--- PROVIDED MATERIAL Enclosed Below ---

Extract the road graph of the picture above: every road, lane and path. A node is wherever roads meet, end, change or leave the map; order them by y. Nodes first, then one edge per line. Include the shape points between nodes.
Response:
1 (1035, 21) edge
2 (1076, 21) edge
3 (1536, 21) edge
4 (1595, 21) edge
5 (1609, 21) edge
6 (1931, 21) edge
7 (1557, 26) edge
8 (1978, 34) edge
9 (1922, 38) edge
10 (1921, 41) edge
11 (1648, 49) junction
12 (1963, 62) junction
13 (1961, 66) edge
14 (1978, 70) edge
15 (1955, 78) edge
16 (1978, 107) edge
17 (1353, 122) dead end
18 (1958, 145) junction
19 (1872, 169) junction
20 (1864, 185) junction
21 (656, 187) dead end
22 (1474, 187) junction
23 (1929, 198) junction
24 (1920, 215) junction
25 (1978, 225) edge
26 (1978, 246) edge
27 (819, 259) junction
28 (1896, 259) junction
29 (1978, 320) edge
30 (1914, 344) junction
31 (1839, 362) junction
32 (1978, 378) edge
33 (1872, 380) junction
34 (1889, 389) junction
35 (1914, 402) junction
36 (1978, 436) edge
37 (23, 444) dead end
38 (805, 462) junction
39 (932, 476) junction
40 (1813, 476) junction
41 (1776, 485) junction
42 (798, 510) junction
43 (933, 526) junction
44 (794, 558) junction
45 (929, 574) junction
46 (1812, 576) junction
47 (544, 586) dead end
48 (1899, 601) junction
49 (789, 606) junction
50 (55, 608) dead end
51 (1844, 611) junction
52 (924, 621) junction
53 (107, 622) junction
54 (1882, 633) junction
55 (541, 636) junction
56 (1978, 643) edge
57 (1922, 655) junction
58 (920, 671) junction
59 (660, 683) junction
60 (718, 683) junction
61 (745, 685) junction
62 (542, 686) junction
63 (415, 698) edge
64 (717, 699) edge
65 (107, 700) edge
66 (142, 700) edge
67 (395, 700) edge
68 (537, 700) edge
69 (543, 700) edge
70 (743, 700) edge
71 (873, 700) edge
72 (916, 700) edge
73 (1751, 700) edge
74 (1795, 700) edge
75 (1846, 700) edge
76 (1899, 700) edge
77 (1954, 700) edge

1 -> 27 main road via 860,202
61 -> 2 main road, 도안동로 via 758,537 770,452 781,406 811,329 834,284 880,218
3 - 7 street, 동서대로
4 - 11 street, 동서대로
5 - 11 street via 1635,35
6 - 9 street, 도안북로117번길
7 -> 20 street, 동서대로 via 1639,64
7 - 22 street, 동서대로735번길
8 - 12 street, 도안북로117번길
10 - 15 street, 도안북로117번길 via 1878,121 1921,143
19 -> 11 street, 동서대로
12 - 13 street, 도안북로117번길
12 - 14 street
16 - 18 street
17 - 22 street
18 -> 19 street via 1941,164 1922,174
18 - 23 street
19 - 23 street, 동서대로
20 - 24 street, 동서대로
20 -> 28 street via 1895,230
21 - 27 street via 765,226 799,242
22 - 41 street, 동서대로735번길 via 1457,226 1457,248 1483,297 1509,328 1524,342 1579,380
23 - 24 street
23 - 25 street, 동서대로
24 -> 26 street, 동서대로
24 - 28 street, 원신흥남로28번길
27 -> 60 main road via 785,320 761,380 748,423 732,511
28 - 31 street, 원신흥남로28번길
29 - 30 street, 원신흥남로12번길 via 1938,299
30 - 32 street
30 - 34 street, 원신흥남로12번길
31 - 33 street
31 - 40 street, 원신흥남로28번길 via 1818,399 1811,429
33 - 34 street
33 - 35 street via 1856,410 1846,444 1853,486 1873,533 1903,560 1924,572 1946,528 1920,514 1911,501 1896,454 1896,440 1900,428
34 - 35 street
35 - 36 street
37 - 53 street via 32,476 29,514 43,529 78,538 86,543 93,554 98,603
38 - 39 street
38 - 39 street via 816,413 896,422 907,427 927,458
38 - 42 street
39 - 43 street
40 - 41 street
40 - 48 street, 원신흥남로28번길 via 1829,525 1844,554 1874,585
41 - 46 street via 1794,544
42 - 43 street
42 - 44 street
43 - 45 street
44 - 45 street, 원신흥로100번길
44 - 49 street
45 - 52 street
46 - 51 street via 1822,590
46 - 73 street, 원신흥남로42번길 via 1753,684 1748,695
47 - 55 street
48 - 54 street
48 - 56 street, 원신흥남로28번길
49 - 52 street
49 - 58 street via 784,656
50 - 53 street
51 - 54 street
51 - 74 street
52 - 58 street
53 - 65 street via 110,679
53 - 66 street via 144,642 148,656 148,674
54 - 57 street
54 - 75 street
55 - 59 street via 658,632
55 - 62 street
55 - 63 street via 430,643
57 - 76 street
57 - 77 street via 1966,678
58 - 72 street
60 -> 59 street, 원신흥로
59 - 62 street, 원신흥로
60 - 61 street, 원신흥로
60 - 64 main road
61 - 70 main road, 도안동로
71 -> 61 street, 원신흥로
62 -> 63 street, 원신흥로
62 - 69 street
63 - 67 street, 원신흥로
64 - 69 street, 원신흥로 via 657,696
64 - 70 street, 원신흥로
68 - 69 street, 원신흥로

--- End of Enclosed PROVIDED MATERIAL ---
--- PROVIDED MATERIAL Enclosed Below ---

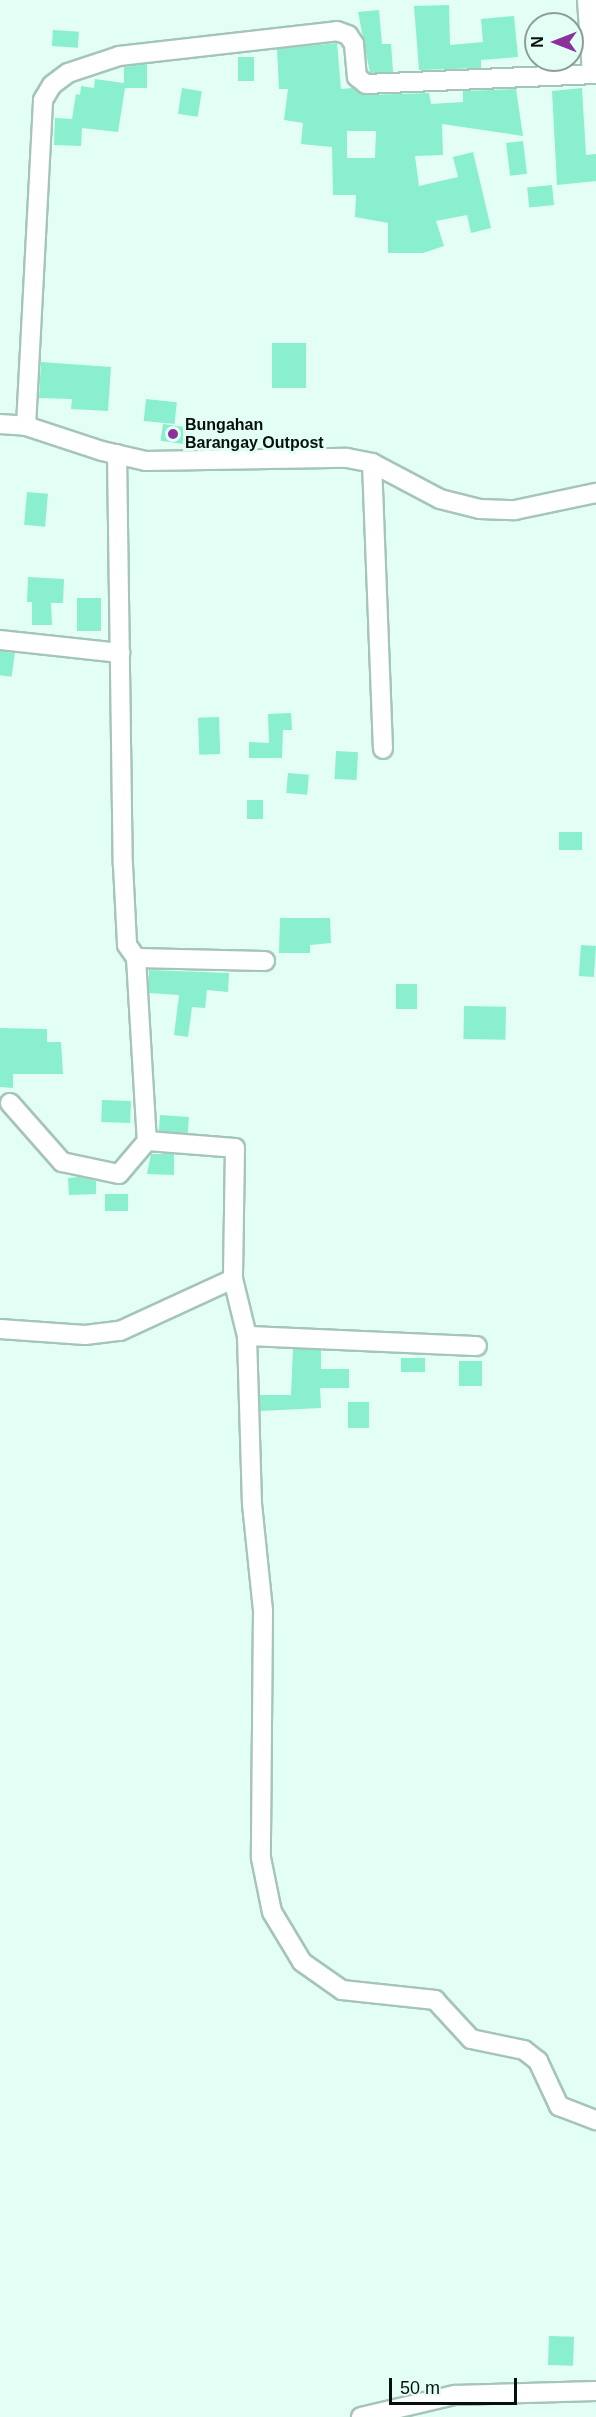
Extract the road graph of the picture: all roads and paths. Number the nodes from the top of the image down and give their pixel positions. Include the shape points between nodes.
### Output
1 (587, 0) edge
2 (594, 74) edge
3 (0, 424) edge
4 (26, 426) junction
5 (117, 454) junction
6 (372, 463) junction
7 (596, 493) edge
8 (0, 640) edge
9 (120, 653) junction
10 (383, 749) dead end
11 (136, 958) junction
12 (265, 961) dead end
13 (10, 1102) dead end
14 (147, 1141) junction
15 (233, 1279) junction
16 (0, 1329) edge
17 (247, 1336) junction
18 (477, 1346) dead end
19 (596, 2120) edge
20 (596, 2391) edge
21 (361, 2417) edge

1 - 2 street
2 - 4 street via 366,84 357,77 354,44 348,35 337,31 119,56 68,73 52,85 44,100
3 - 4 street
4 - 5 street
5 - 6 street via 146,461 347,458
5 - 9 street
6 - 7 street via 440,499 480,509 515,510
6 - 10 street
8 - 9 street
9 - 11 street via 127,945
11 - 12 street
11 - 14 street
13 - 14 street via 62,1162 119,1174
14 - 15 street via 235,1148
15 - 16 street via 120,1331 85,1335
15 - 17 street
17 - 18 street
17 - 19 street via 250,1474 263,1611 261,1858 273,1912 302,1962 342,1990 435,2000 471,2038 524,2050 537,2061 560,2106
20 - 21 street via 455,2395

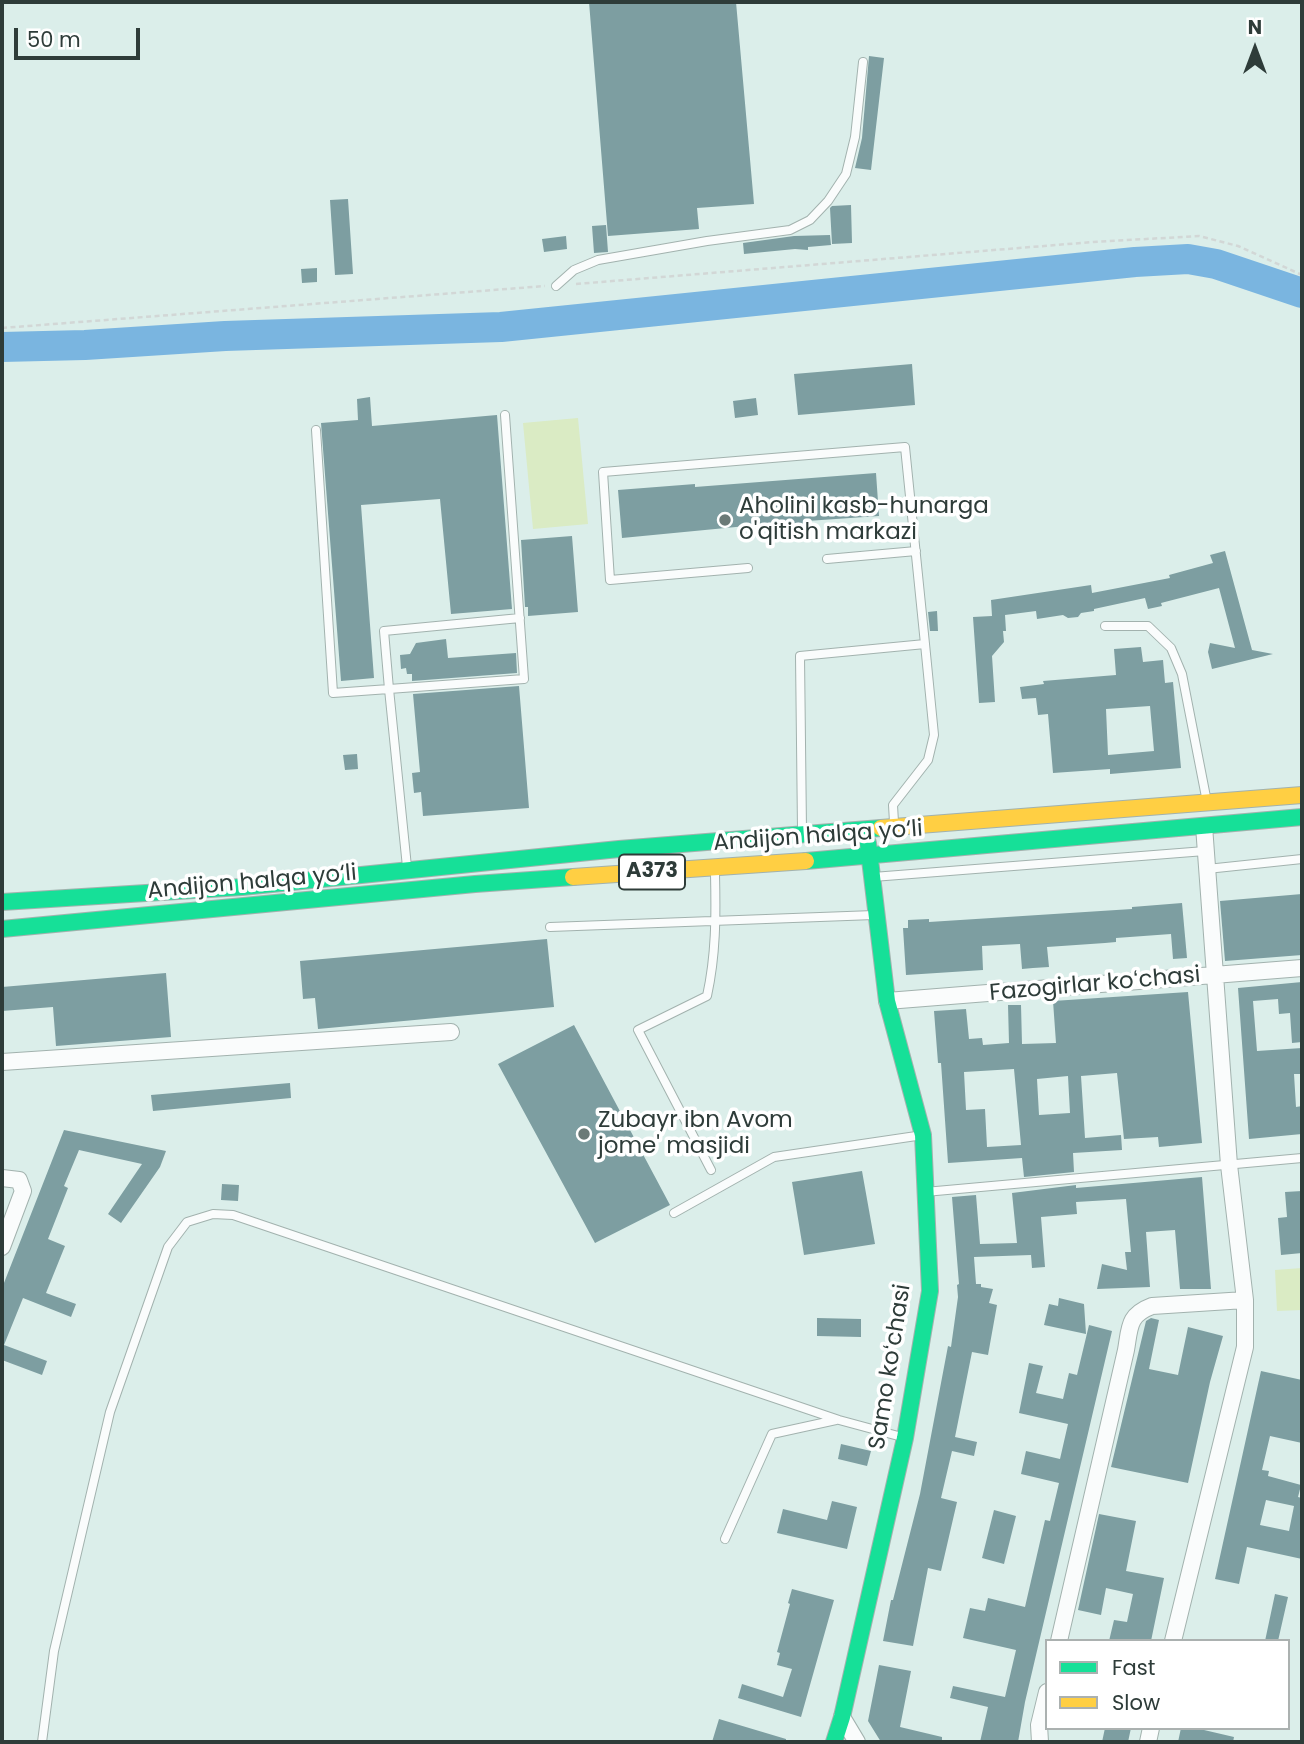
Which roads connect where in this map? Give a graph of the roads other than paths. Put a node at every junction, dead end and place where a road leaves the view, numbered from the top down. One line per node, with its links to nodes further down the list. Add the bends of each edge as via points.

--- End of Enclosed PROVIDED MATERIAL ---
--- PROVIDED MATERIAL Enclosed Below ---

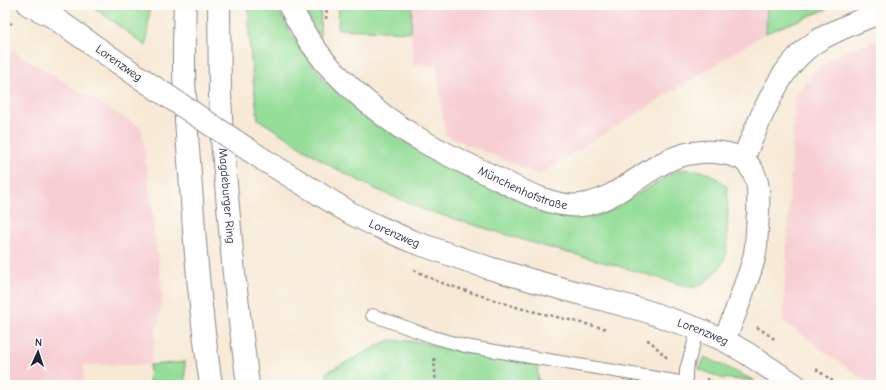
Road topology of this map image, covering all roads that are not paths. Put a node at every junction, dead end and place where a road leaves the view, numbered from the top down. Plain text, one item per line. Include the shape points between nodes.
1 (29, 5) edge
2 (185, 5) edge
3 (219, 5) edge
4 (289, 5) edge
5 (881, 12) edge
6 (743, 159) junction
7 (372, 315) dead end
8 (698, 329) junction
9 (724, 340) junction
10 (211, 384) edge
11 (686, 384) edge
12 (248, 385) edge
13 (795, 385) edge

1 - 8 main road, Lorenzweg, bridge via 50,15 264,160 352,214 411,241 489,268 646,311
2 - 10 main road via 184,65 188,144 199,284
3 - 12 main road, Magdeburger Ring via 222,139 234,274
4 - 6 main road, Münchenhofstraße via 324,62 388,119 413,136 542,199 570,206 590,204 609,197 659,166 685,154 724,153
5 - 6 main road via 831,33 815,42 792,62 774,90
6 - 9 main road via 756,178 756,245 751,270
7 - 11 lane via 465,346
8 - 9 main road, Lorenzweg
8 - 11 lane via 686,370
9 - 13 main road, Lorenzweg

--- End of Enclosed PROVIDED MATERIAL ---

PROBLEM DESCRIPTION. Return each line of the records above in which the word "Extract" occurs.

RESPONSE TO THIS TASK.
Extract the road graph of the picture above: every road, lane and path. A node is wherever roads meet, end, change or leave the map; order them by y. Nodes first, then one edge per line. Include the shape points between nodes.
Extract the road graph of the picture: all roads and paths. Number the nodes from the top of the image down and give their pixel positions. Include the shape points between nodes.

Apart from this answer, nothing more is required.